A proposta ainda precisa passar pelo Senado antes de virar lei.
Na prática, o projeto mira uma das áreas mais sensíveis da transparência pública: os gastos feitos em nome da Presidência. A ideia é reduzir o uso de classificações sigilosas para despesas que envolvem recursos públicos e ampliar o acesso da sociedade a essas informações.
O debate ganhou força após o aumento das despesas com diárias e passagens. Em 2024, os gastos do governo com esses itens chegaram a R$ 3,5 bilhões, o maior valor registrado em dez anos.
Outro ponto do projeto estabelece uma espécie de trava contra a demora na liberação de dados. Se um pedido de abertura de informações ficar parado por mais de 120 dias, o sigilo poderá cair automaticamente.

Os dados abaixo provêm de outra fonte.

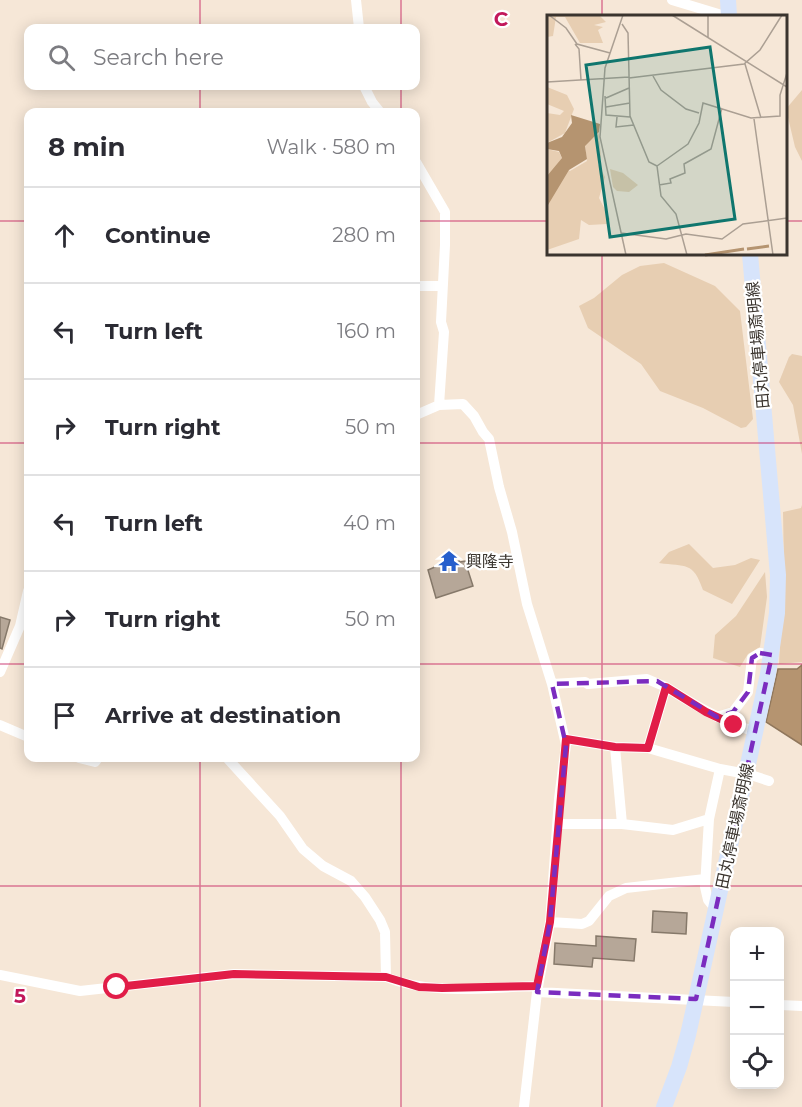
<!DOCTYPE html>
<html lang="en">
<head>
<meta charset="utf-8">
<style>
  :root { --surface:#fff; --page:#f2f2f3; --text:#2b2b33; --muted:#7c7c81; --line:#e1e1e2 }
  body { margin:0; font-family:Montserrat,"Noto Sans JP",sans-serif; background:var(--page); color:var(--text) }
  .controls { position:absolute; right:18px; bottom:18px; display:grid; overflow:hidden; border-radius:12px; box-shadow:0 3px 15px #0003 }
  .controls button { width:54px; height:54px; display:grid; place-items:center; padding:0; border:0; border-bottom:2px solid var(--line); background:var(--surface); color:var(--text); font:30px sans-serif }
  .stop { position:absolute; width:18px; height:18px; margin:-14px; border:4px solid #e11d48; border-radius:50%; background:#fff }
  .stop.end { background:#e11d48; border-color:#fff; box-shadow:0 2px 6px #0008 }
  .list { margin:0; padding:0; list-style:none }
  h2 { display:flex; justify-content:space-between; align-items:center; height:78px; margin:0; padding:0 24px; font-size:26px }
  h2 small { font-size:20px; font-weight:400; color:var(--muted) }
  .list li { display:grid; grid-template-columns:39px 1fr auto; gap:18px; align-items:center; box-sizing:border-box; height:96px; padding:0 24px; border-top:2px solid var(--line) }
  .list b { display:block; font-size:22px; white-space:nowrap }
  .list em { font-size:20px; font-style:normal; color:var(--muted) }
  .icon { flex:none; width:33px; height:33px; fill:none; stroke:currentColor; stroke-width:2; stroke-linecap:round; stroke-linejoin:round }
  .map { position:relative; flex:none; width:802px; height:1107px; overflow:hidden }
  .search { position:absolute; background:var(--surface); box-shadow:0 3px 15px #0003; left:24px; top:24px; width:396px; height:66px; display:flex; align-items:center; gap:15px; box-sizing:border-box; padding:0 21px; border-radius:12px; color:var(--muted); font-size:22px }
  .panel { position:absolute; background:var(--surface); box-shadow:0 3px 15px #0003; left:24px; top:108px; width:396px; height:654px; border-radius:12px }
  .map>svg:first-child { display:block }
  .green { fill:#e7ceb2 }
  .water { fill:#b59470; stroke:#90775c; stroke-width:1.5 }
  .building { fill:#b6a798; stroke:#86796a; stroke-width:1.5 }
  .lines { fill:none; stroke-linecap:round; stroke-linejoin:round }
  .minor { stroke:#fff; stroke-width:10 }
  .secondary { stroke:#d7e4fb; stroke-width:16 }
  .route { stroke:#e11d48; stroke-width:8 }
  .marked { fill:none; stroke:#7b2cbf; stroke-width:4.5; stroke-dasharray:12 8; stroke-linejoin:round }
  .grid { fill:none; stroke:#c2185b; stroke-width:1.5; stroke-opacity:0.55 }
  .labels { text-anchor:middle; dominant-baseline:central; stroke-width:4.5; stroke-linejoin:round; paint-order:stroke }
  .street-label { font-size:16px; fill:#3a342e; stroke:#fff }
  .poi-label { font-size:16px; fill:#3a342e; stroke:#fff; text-anchor:start }
  .inset-river { fill:none; stroke:#b59470; stroke-width:3 }
  .inset-road { fill:none; stroke:#ab9f93; stroke-width:1.5 }
  .view { fill:#0f766e; fill-opacity:0.15; stroke:#0f766e; stroke-width:3 }
  .inset-edge { fill:none; stroke:#3a342e; stroke-width:3 }
  .grid-label { font-size:20px; text-anchor:middle; font-weight:bold; fill:#c2185b; stroke:#fff; stroke-width:4.5; stroke-linejoin:round; paint-order:stroke }
</style>
</head>
<body>
<div class="map">
<svg width="802" height="1107" viewBox="0 0 802 1107">
  <rect width="100%" height="100%" fill="#f6e7d7"/>
  <!-- green -->
  <path class="green" d="M802 90V161L795 147 786 109Z
    M664 263 715 286 740 311 753 419 746 427 741 428 703 408 660 391 641 364 588 328 579 306 594 298 622 275 640 266Z
    M792 354 802 356V454L793 405 779 382 789 357Z
    M802 505V662L779 664 784 568 783 512 801 508Z
    M689 544 713 568 735 565 751 558 760 560 732 604 703 590C693 561 686 567 659 563L669 552Z
    M765 572 767 597 760 647 748 654 740 667 713 658 715 635 736 616Z"/>
  <!-- water -->
  <path class="water" d="M802 665V745L766 722 778 669H797Z"/>
  <!-- building -->
  <path class="building" d="M459 561 460 562 465 561 473 586 436 598 428 570 444 563 445 566Z
    M0 617 10 620 2 649 0 648Z
    M653 911 687 913 686 934 652 932Z
    M596 936 636 939 634 961 593 958 592 967 554 964 555 943 596 946Z"/>
  <g class="lines">
    <!-- minor -->
    <path class="minor" d="M356 0 359 28
      M672 0 725 16
      M364 86 372 102 380 112
      M416 162 445 212V245L441 322 444 332 439 405
      M416 286H442
      M416 415 439 405 463 404 474 416 483 432 489 439 499 487 512 532 527 604 552 684 566 745 559 799 550 922 537 992 524 1107
      M0 672 20 626 28 591
      M552 684 585 682 588 684 647 679 666 687 648 748
      M666 687C696 706 721 721 756 732
      M717 717 733 712 748 692 752 658 760 653 772 655
      M0 725 28 737
      M566 739 615 747 648 748 720 769 709 819 705 887 708 900 716 910
      M615 747 622 824
      M79 758 95 762 98 758
      M227 758 280 816 303 849 323 866 351 881 365 897 380 920 385 932 386 977
      M720 769 736 772
      M754 776 769 781
      M558 824H622L673 830 709 819
      M550 922 582 924 589 921 609 896 626 888 705 879
      M0 975 80 991 234 974 386 977C431 996 489 987 538 986
      M537 992 734 1002
      M780 1005 802 1006"/>
    <!-- secondary -->
    <path class="secondary" d="M728 0 729 16
      M664 1107 679 1067 688 1035 768 674 777 613 778 575 750 254"/>
  </g>
  <g class="lines">
    <!-- route -->
    <path class="route" d="M117 987 234 974 386 977 419 987 442 988 537 986 550 922 566 739 615 747 648 748 666 687 706 712 734 725"/>
  </g>
  <!-- marked area -->
  <path class="marked" d="M760 653 772 655 696 999 537 992 550 922 566 745 552 684 657 681 717 717 733 712 748 692 752 658Z"/>
  <!-- grid -->
  <path class="grid" d="M200 0V28M401 0V28M602 0V16M200 86V112M401 86V112M0 221H28M416 221H548M786 221H802M602 254V1107M0 443H28M416 443H802M0 664H28M416 664H802M200 758V1107M401 758V1107M0 886H802"/>
  <!-- icons -->
  <defs>
    <symbol id="temple-bare" viewBox="-9 -9 18 18"><path d="M0-6L5-2H3V0L6.5 2.5H4V6H1.5V3h-3V6H-4V2.5H-6.5L-3 0V-2H-5Z" fill="#265ecc" stroke="#fff" stroke-width="2.5" paint-order="stroke"/></symbol>
  </defs>
  <g fill-rule="evenodd">
    <use href="#temple-bare" x="434" y="546" width="30" height="30"/>
  </g>
  <g class="labels">
    <!-- street labels -->
    <g class="street-label">
      <text transform="translate(758 345) rotate(-95)">田丸停車場斎明線</text>
      <text transform="translate(735 826) rotate(-78)">田丸停車場斎明線</text>
    </g>
    <!-- poi labels -->
    <g class="poi-label">
      <text x="466" y="561">興隆寺</text>
    </g>
  </g>
  <!-- overview -->
  <g transform="translate(547 15)">
    <rect width="240" height="240" fill="#f6e7d7"/>
    <path d="M0 0H52L59 7 47 10 56 12 51 15 56 28H33L18 2H9L6 21 0 22ZM0 72 20 80 27 94 18 118 0 128V98L13 100 17 96 0 89ZM52 118 54 142 51 149 58 162 52 183 63 204 60 209 42 210 34 205 32 224 0 235V134L12 137 15 143 11 149 23 156 40 146 38 130ZM63 154 76 158 91 170 82 177 70 176 66 172Z" fill="#e7ceb2"/>
    <path d="M24 100 53 109 52 117 38 131 40 144 22 155 1 190 0 161 15 143 12 136 0 134V128L15 122 25 108Z" fill="#b59470"/>
    <path class="inset-river" d="M200 234 222 231M158 240 197 234"/>
    <path class="inset-road" d="M2 0 19 13 30 29 63 38M76 0 58 53 53 122 79 240M125 0 240 72M75 9 81 18 83 101 102 147 110 151M161 22V0M28 29 32 34 34 65M198 49 214 103M106 61 114 75 139 94 152 98M82 63 197 49 213 35 235 0M0 67 82 62M58 81 59 100 83 102M59 83 82 73M59 92 83 88M70 102 69 112 87 110M207 104 226 240M110 151 141 129 152 108 156 88 204 103 233 101V80L240 58M110 151 114 181 129 199 140 240M112 170 124 168 123 164 138 158 137 149 164 134 175 93M74 218 119 224 139 219 175 224 196 209 240 203"/>
    <path class="view" d="M163 32 188 204 63 222 39 50Z"/>
    <rect width="240" height="240" class="inset-edge"/>
  </g>
  <g class="grid-label">
    <text x="501" y="26">C</text>
    <text x="20" y="1003">5</text>
  </g>
</svg>
<div class="controls">
<button>+</button>
<button>−</button>
<button><svg class="icon" aria-label="locate" viewBox="0 0 24 24"><circle cx="12" cy="12" r="6"/><path d="M12 2v4M12 18v4M2 12h4M18 12h4"/></svg></button>
</div>
<div class="stop" style="left:117px;top:987px"></div>
<div class="stop end" style="left:734px;top:725px"></div>
<div class="search"><svg class="icon" aria-label="search" viewBox="0 0 24 24"><circle cx="10" cy="10" r="6"/><path d="M15 15l6 6"/></svg>Search here</div>
<section class="panel">
<h2>8 min<small>Walk · 580 m</small></h2>
<ul class="list">
<li><svg class="icon" aria-label="ahead" viewBox="0 0 24 24"><path d="M12 20V5M6 11l6-6 6 6"/></svg><div><b>Continue</b></div><em>280 m</em></li>
<li><svg class="icon" aria-label="left" viewBox="0 0 24 24"><path d="M17 20v-9H6M10 6l-5 5 5 5"/></svg><div><b>Turn left</b></div><em>160 m</em></li>
<li><svg class="icon" aria-label="right" viewBox="0 0 24 24"><path d="M7 20v-9h11M14 6l5 5-5 5"/></svg><div><b>Turn right</b></div><em>50 m</em></li>
<li><svg class="icon" aria-label="left" viewBox="0 0 24 24"><path d="M17 20v-9H6M10 6l-5 5 5 5"/></svg><div><b>Turn left</b></div><em>40 m</em></li>
<li><svg class="icon" aria-label="right" viewBox="0 0 24 24"><path d="M7 20v-9h11M14 6l5 5-5 5"/></svg><div><b>Turn right</b></div><em>50 m</em></li>
<li><svg class="icon" aria-label="arrive" viewBox="0 0 24 24"><path d="M6 21V4h12l-3 4 3 4H6"/></svg><div><b>Arrive at destination</b></div></li>
</ul>
</section>
</div>
</body>
</html>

O texto também dá ao Congresso Nacional a possibilidade de derrubar classificações sigilosas por meio de decreto, ampliando o controle político sobre decisões que restrinjam o acesso a dados públicos.
A proposta segue agora para análise dos senadores. Caso seja aprovada também no Senado, dependerá de sanção presidencial para entrar em vigor.